==== DATA PROVIDED ====
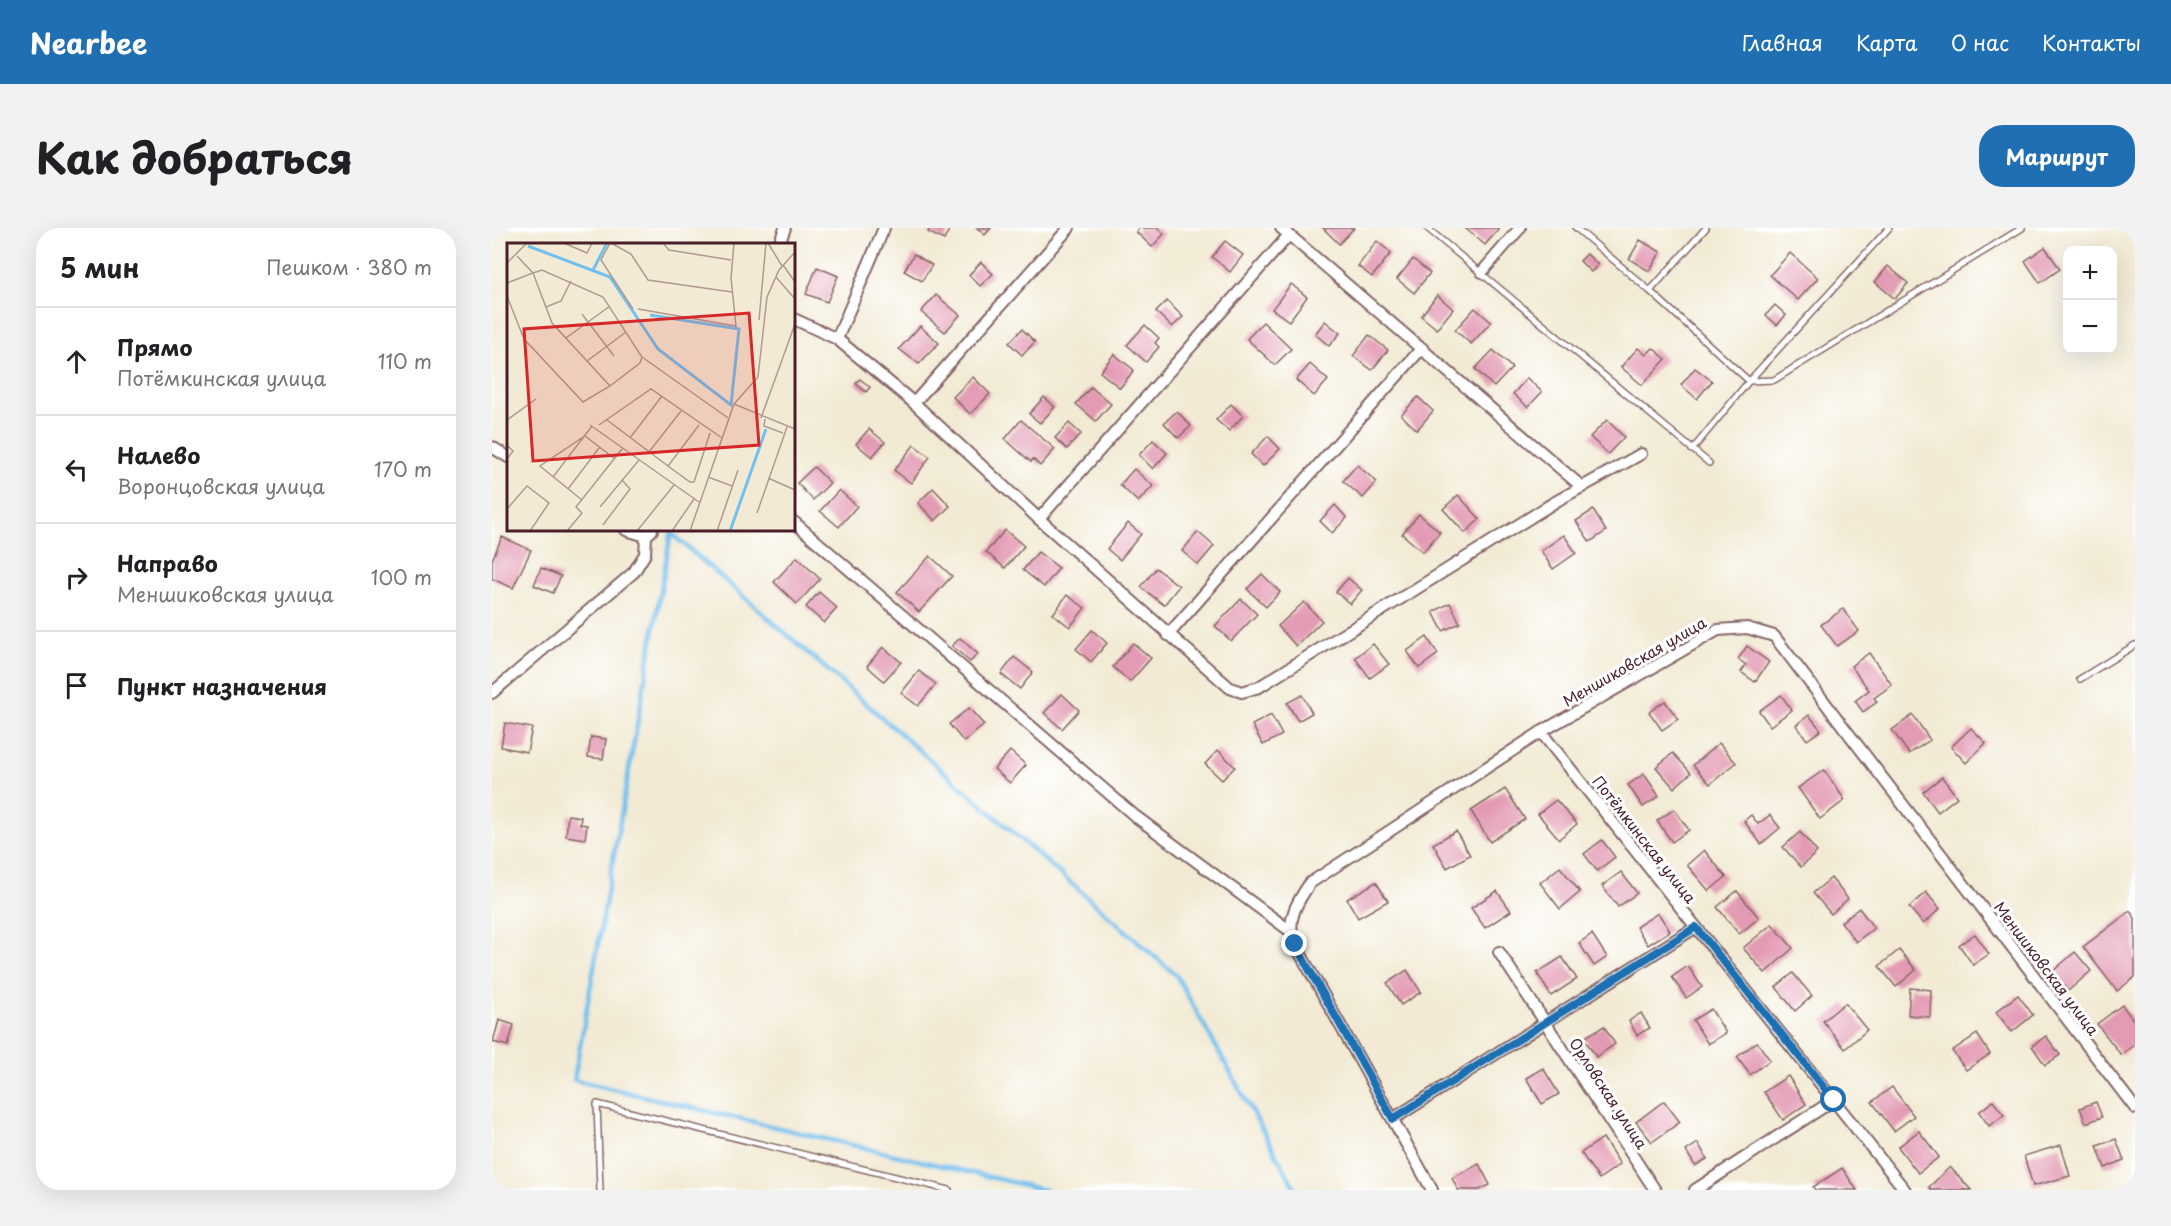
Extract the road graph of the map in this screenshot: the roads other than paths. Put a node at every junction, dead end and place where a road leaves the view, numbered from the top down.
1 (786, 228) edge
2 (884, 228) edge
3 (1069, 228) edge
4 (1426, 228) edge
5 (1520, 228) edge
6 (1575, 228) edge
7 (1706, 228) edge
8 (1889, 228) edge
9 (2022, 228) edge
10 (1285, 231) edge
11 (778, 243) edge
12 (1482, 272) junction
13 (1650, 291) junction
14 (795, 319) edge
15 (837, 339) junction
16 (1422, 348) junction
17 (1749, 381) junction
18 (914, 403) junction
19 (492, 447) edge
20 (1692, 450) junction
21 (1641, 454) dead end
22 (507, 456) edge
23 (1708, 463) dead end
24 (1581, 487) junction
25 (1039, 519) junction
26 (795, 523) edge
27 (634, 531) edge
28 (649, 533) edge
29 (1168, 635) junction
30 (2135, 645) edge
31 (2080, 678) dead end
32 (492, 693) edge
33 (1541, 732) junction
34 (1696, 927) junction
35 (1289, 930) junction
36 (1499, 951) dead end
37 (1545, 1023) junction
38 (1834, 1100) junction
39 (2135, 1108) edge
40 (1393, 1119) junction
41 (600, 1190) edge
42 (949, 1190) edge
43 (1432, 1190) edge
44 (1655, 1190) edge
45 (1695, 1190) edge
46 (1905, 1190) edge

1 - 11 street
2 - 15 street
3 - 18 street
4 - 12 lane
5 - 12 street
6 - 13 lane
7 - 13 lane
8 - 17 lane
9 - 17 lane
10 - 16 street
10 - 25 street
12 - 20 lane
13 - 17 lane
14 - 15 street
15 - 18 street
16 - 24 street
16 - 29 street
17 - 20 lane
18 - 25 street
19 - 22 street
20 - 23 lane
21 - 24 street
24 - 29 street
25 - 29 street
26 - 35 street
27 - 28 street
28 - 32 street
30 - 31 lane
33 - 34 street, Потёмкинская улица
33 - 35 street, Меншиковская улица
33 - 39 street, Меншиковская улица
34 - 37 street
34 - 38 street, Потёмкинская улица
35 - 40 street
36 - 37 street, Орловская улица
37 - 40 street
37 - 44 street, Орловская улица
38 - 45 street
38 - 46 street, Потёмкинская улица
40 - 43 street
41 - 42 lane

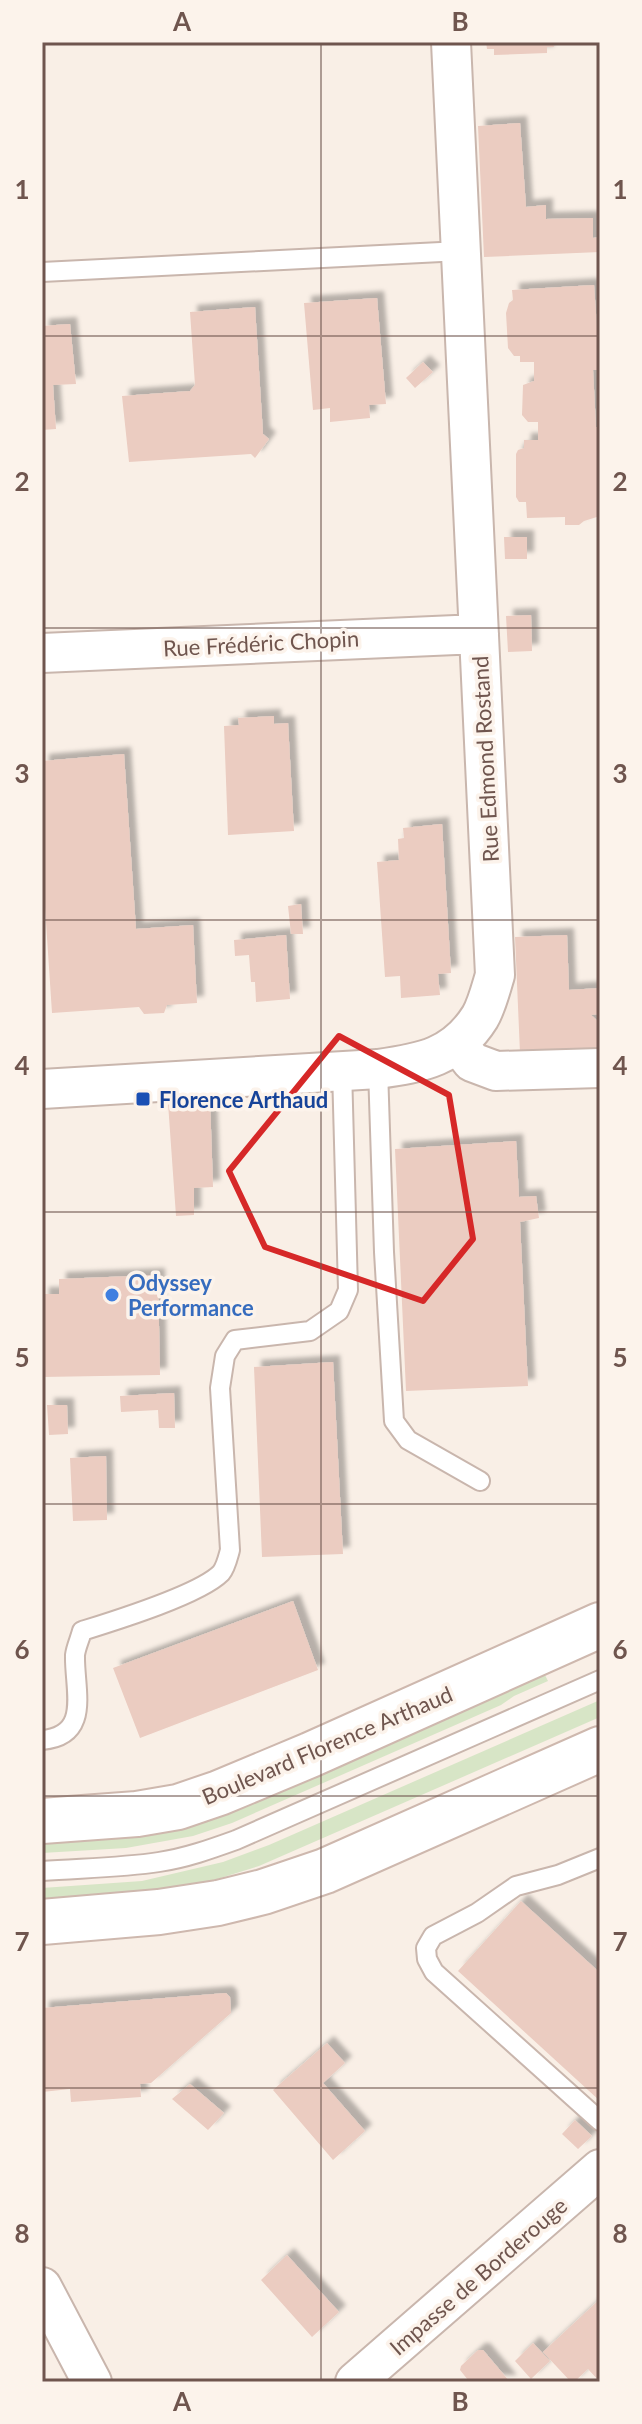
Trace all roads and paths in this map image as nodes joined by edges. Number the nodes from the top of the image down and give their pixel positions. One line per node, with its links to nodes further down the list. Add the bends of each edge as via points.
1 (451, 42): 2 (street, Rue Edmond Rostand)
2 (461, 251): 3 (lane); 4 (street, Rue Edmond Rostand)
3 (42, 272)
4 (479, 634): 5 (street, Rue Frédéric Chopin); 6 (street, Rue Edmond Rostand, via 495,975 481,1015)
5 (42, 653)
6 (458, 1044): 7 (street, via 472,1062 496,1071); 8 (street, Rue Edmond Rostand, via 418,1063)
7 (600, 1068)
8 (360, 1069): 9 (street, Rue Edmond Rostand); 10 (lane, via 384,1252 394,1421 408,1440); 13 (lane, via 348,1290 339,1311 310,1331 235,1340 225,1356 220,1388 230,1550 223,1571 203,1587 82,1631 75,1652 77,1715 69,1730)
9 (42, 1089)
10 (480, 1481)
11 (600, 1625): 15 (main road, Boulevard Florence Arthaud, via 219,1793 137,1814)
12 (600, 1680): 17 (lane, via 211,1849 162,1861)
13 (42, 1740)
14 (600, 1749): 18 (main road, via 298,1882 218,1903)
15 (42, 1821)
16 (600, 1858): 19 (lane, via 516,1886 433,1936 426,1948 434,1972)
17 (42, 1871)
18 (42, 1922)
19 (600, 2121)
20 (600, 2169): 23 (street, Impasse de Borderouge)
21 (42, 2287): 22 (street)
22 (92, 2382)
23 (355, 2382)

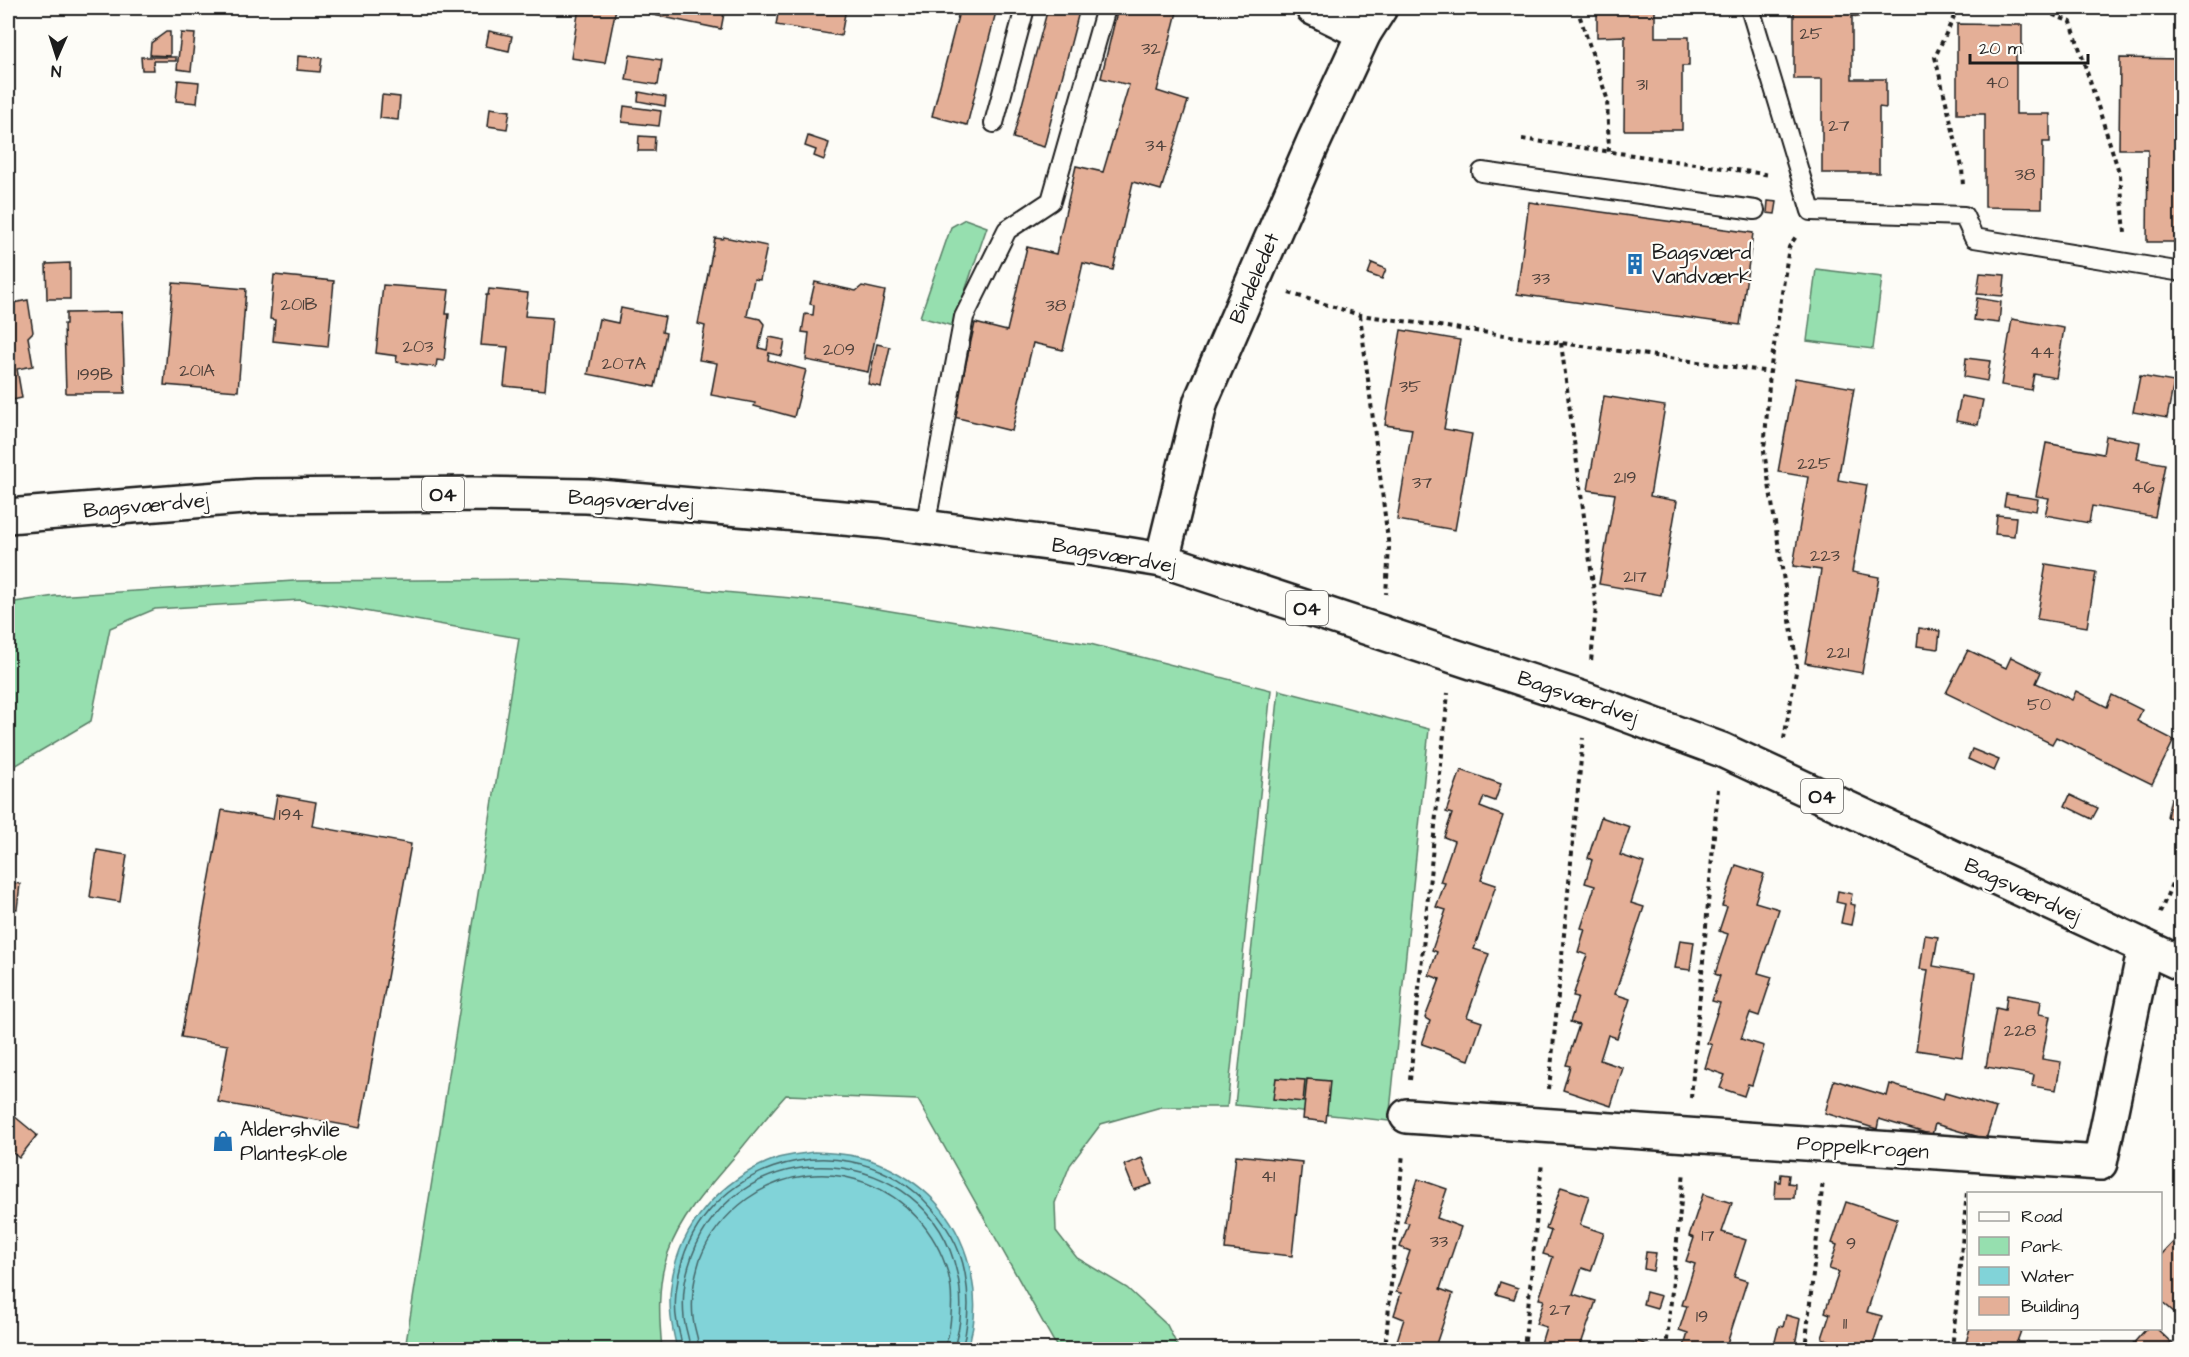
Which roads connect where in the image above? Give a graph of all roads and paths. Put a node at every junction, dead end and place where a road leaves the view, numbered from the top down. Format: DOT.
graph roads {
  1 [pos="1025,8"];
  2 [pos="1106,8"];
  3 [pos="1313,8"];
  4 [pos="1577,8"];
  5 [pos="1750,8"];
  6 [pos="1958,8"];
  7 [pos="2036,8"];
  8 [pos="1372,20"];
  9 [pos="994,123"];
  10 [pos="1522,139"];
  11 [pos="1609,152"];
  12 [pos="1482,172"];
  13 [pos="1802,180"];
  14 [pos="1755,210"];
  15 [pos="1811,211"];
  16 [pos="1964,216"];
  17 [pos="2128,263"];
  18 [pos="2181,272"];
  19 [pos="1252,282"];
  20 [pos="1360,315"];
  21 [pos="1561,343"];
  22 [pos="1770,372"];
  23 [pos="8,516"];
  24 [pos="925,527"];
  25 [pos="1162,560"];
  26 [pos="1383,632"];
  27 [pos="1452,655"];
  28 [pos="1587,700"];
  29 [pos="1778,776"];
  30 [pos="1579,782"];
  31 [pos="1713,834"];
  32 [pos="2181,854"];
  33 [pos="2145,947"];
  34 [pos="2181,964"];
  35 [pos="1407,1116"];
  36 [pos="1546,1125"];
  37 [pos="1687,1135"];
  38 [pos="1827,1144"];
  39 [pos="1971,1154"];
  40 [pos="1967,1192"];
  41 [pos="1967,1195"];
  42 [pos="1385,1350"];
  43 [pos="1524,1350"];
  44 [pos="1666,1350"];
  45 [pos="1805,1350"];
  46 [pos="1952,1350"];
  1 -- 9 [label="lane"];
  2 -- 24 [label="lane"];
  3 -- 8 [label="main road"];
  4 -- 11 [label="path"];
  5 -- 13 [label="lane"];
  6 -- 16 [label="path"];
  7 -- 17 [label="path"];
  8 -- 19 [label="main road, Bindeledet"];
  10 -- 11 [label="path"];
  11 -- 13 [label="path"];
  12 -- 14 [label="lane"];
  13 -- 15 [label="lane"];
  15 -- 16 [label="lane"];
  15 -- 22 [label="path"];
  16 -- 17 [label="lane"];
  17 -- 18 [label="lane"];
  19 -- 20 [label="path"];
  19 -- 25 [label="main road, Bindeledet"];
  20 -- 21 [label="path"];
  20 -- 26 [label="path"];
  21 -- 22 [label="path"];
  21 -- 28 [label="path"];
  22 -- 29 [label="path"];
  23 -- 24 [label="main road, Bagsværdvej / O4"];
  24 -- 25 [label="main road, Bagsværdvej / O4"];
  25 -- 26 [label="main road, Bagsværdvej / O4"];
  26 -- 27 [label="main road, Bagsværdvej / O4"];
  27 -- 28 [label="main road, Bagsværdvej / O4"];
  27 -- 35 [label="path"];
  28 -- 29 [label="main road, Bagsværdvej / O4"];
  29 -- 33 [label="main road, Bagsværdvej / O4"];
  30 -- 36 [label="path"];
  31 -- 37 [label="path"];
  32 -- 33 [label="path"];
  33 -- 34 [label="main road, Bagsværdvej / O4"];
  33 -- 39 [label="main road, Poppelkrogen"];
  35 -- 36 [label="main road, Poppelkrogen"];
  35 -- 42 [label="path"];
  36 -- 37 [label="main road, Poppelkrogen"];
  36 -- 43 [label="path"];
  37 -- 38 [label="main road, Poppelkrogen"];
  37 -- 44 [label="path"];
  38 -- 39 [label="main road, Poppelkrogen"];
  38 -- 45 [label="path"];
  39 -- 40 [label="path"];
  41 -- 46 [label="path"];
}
====
WORK REQUIRED: Scan the lines above for "Меншиковская", then copy every one that has it.

SOLUTION TO THIS PROBLEM:
33 - 35 street, Меншиковская улица
33 - 39 street, Меншиковская улица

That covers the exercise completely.